Ante semejante decepción probé con terapias alternativas: complejos vitamínicos, viales bebibles de jalea real, ginseng en cápsulas, sobredosis de cafeína… cualquier cosa que me permitiera mantenerme despierto y leer unas horas en lugar de quedarme dormido frente al televisor. Estuve tentado con probar medicinas ilegales recordando aquellas historias que se contaban en la facultad de anfetaminas y noches de víspera sin dormir, pero desistí porque tuve miedo al bajón y, sobre todo, a las terroríficas terapias de grupo.
Pero por una vez he tenido suerte. Y hablo en serio. Porque buscaba algo para beber y resulta que la respuesta estaba escrita. Que esa pócima mágica se hallaba en las páginas de un libro y que el druida vive y tiene nombre y apellidos. He visto incluso su fotografía en el Diario. He tenido la suerte de encontrarme con un artefacto explosivo hecho de palabras, imaginación, creatividad y talento que estimula, incita, despierta la vida, desafía al sueño, el miedo y la muerte. Analgésico, antídoto, estimulante y antidepresivo en un solo producto.
Algunos encuentran el estilo de Óscar surrealista y desmesurado. Yo lo encuentro imaginativo y provocador. No hay que hacerles caso a los envidiosos, mientras su alma viaja en un vagón de tercera, Óscar inventa hoteles magníficos que resisten a los terremotos y las termitas.
Me gustan sus misterios inexplicados, como la caja de Belle de jour, ese informe Malatesta o esos telegramas que hacen huir por la puerta de servicio.
Me gustan sus personajes fantásticos: los lanzadores de cuchillos y los falsificadores de firmas.
Me gusta que reconozca a sus amigos y los coloque en sus historias: Carlos Castán, Amador de los Santos y O.S. escritor e ilustrador de tratados demoníacos.
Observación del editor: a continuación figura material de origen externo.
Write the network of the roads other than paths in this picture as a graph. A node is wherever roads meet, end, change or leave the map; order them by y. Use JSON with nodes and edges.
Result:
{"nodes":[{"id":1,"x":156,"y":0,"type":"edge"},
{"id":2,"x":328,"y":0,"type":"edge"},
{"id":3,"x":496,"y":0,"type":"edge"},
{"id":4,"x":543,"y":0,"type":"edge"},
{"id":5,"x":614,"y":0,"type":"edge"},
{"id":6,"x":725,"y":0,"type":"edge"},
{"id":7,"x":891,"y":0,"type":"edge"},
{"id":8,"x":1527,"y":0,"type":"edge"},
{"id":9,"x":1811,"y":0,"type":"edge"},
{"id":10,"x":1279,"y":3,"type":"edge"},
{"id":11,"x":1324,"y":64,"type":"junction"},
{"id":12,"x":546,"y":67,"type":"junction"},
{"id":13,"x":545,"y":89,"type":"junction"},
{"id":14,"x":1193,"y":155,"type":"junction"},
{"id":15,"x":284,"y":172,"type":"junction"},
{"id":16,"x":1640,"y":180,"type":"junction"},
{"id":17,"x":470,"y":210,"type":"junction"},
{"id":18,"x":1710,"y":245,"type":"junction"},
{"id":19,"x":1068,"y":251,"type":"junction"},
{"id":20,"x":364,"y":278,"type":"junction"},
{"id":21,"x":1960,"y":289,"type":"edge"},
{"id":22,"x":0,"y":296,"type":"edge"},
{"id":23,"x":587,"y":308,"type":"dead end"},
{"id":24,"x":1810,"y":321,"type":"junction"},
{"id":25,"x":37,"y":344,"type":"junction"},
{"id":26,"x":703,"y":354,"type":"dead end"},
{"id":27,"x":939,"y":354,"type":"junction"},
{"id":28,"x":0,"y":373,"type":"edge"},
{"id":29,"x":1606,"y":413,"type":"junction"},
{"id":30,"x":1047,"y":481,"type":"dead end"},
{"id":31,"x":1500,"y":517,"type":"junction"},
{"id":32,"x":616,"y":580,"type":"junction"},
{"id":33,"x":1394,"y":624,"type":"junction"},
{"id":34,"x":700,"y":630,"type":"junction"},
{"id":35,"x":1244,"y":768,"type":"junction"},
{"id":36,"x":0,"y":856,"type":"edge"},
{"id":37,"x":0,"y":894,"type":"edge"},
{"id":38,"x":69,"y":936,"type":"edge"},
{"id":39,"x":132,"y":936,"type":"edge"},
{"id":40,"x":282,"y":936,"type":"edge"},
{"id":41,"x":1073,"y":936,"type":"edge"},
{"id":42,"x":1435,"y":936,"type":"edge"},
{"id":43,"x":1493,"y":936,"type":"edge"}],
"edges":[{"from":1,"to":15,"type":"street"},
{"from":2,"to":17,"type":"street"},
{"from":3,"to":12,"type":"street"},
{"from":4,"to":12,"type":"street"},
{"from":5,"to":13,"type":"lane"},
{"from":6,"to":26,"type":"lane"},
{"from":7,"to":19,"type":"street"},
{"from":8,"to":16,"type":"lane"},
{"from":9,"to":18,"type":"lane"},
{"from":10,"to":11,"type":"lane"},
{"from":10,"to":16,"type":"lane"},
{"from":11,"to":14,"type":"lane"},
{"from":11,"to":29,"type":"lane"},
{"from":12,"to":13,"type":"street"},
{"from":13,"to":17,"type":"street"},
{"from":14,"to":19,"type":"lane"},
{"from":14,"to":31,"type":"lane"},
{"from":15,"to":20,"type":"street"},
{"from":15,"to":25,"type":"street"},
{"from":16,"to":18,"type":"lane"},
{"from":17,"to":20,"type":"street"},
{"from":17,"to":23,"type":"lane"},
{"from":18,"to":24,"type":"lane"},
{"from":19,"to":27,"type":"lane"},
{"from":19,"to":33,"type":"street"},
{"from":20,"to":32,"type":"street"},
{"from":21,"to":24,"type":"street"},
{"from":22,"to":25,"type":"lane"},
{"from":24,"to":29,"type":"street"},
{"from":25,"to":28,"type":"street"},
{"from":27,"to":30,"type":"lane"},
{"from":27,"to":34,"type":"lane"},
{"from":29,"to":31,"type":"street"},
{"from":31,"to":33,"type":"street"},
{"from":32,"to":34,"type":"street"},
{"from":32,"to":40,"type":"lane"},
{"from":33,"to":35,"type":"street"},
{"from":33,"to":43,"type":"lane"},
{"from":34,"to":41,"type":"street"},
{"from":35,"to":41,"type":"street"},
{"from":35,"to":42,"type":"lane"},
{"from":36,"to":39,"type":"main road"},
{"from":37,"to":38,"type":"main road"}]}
Que recuerde a Ramón Acín y su boleto de lotería premiado.
Me gustan los hoteles decimonónicos, recargados de lujo, mármoles y tapices, chimeneas, mascarones de barcos y arañas de cristal y muebles con nombres en francés. Hoteles con habitaciones donde se celebran sesiones de espiritismo y con servicio de disfraces y salas de lectura y del cronófono.
Me gustan las ciudades con puentes y jardines botánicos. Las ciudades con refugios para guarecerse de la lluvia y bulevares en los que el viento vuela los sombreros. Me gustan los hombres que viajan con pasaporte falso, los pelícanos de piedra, los limpiabotas que cuentan fabulosas historias, los ataúdes que vuelan y los duelos al amanecer. Los amores que vuelven, los labios de carmín, los restaurantes donde beber absenta etiquetada y las despedidas sin falsas esperanzas.
Me gustan los artefactos explosivos hechos de papel, los detonantes, la pólvora y la nitroglicerina, los bebedizos milagrosos, los hechiceros, los trileros, la fantasía, el abracadabra y los curanderos. Las capillas paganas, los exvotos hechos de corazones averiados y los museos de celebridades.
Su imaginación resucita a los muertos y hace que dejemos de ser almas de purgatorio mientras viajamos entre sus páginas.
No, esta vez no escribiré ningún plagio, ni el mal cuento de un cleptómano ciego. Esta vez tiraré con fuerza de la anilla y sujetaré la granada entre mis manos. La explosión me devolverá a la vida.

Guía de hoteles inventados. Textos de Óscar Sipán. Ilustraciones de Óscar Sanmartín. IX Edición de los Premios de Cuentos Ilustrados. Diputación de Badajoz. 2006.